Forgiveness

If others could forgive horrendous offenses so can you and you too can experience freedom.

 

Pain:

There are things that happen in our lives that cannot be fixed. It hurts so badly and the pain won't go away it seems. How can peace be found after such horror as murder or rape or any violence against us or our loved one? We feel violated. Something has been taken from us that we can not replace. Even if there is no violence and we lose a person to death or just a break up there is pain too.Thus the mental anguish of questions such as why, how, and for what reason did this horrible thing happen. Pain in our loss seems to increase with every thought. Pain causes some to withdraw while others retaliate. Some withdraw mentally while others commit suicide to remove themselves physically and completely. Still others resort to anesthetizing themselves with drugs and alcohol to stop the thoughts that cause the pain. But those "solutions" really don't fix anything. The pain remains. Pain is inevitable in this world. Pain affects us all differently. Some people hold everything inside but pain always has a way of slipping out to others if not properly dealt with.

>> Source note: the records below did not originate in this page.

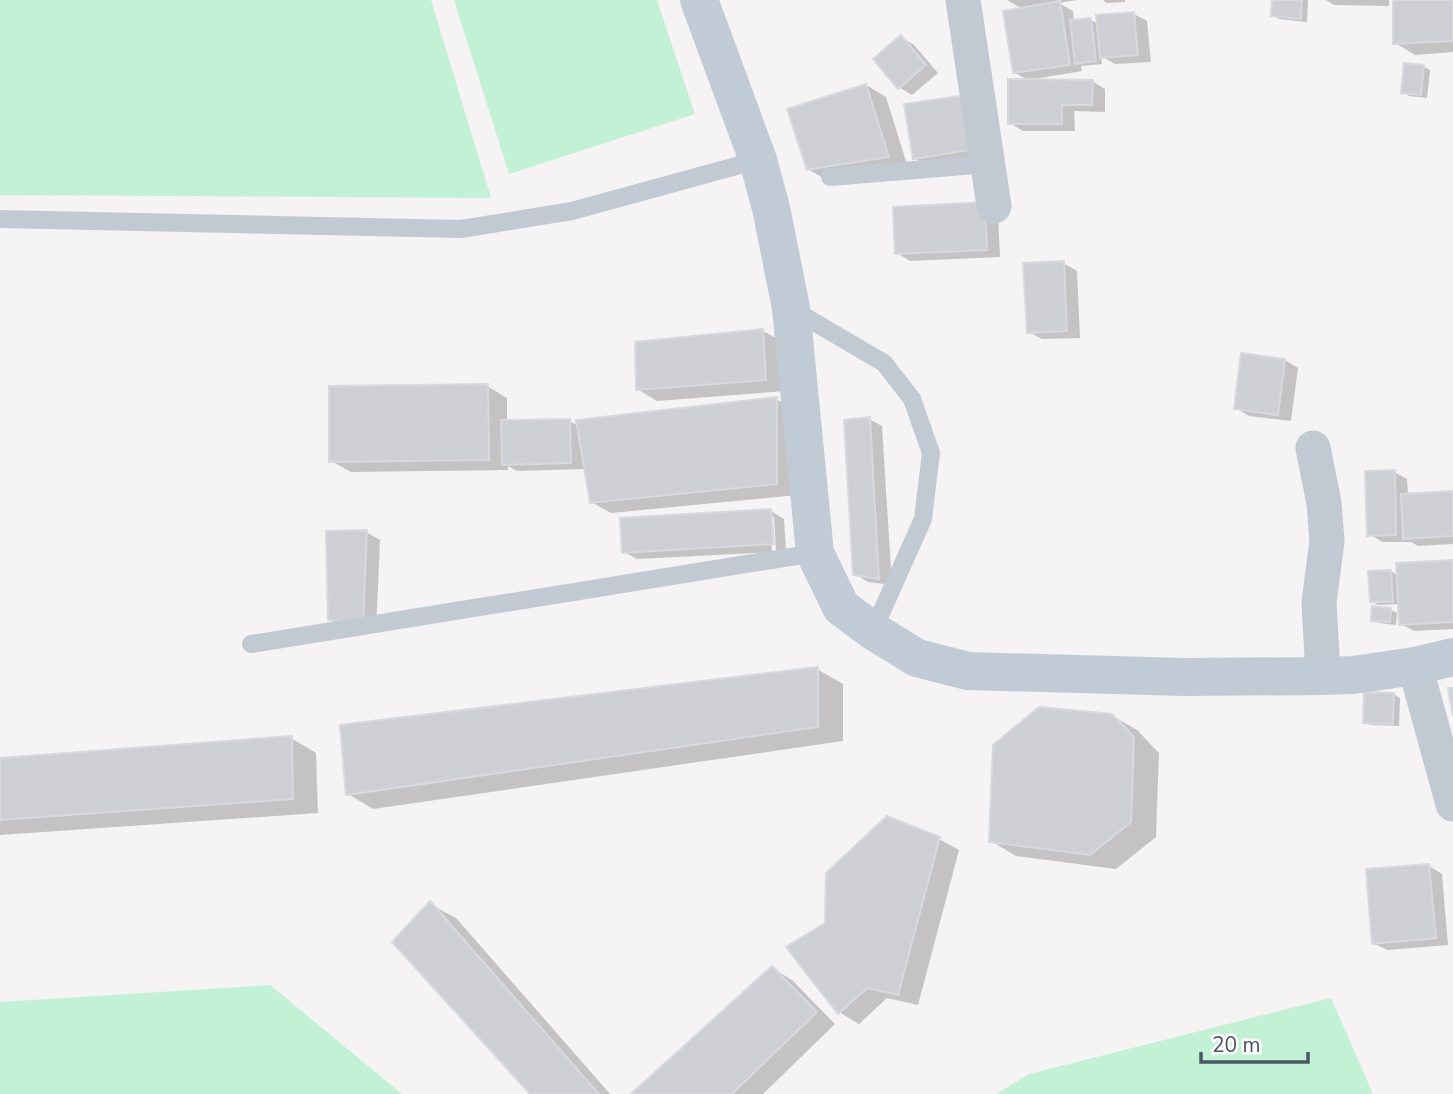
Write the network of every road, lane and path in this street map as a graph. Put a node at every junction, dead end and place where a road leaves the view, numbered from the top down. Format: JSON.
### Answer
{"nodes":[{"id":1,"x":699,"y":0,"type":"edge"},
{"id":2,"x":963,"y":0,"type":"edge"},
{"id":3,"x":758,"y":160,"type":"junction"},
{"id":4,"x":988,"y":164,"type":"junction"},
{"id":5,"x":830,"y":177,"type":"dead end"},
{"id":6,"x":994,"y":206,"type":"dead end"},
{"id":7,"x":0,"y":219,"type":"edge"},
{"id":8,"x":791,"y":308,"type":"junction"},
{"id":9,"x":1313,"y":448,"type":"dead end"},
{"id":10,"x":815,"y":553,"type":"junction"},
{"id":11,"x":873,"y":631,"type":"junction"},
{"id":12,"x":251,"y":644,"type":"dead end"},
{"id":13,"x":1453,"y":657,"type":"edge"},
{"id":14,"x":1415,"y":666,"type":"junction"},
{"id":15,"x":1323,"y":676,"type":"junction"},
{"id":16,"x":1453,"y":804,"type":"edge"}],
"edges":[{"from":1,"to":3,"type":"street"},
{"from":2,"to":4,"type":"street"},
{"from":3,"to":7,"type":"lane"},
{"from":3,"to":8,"type":"street"},
{"from":4,"to":5,"type":"lane"},
{"from":4,"to":6,"type":"street"},
{"from":8,"to":10,"type":"street"},
{"from":8,"to":11,"type":"lane"},
{"from":9,"to":15,"type":"street"},
{"from":10,"to":11,"type":"street"},
{"from":10,"to":12,"type":"lane"},
{"from":11,"to":15,"type":"street"},
{"from":13,"to":14,"type":"street"},
{"from":14,"to":15,"type":"street"},
{"from":14,"to":16,"type":"street"}]}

Evolutionary theories don't offer any kind of pain relief. If we consider being originated from pond scum it is hard to grasp any real purpose for our lives. But from a creation belief (which all evidence points to) we can find meaning and purpose to go on regardless of the trauma in our lives. Knowing that we are made by a Creator may also cause one to blame Him for our problems. Since we are not God to understand and determine if what God allows or does is wrong it seems unreasonable to become angry and thus add to our pain. People who don't serve God sometimes cry out to Him asking why.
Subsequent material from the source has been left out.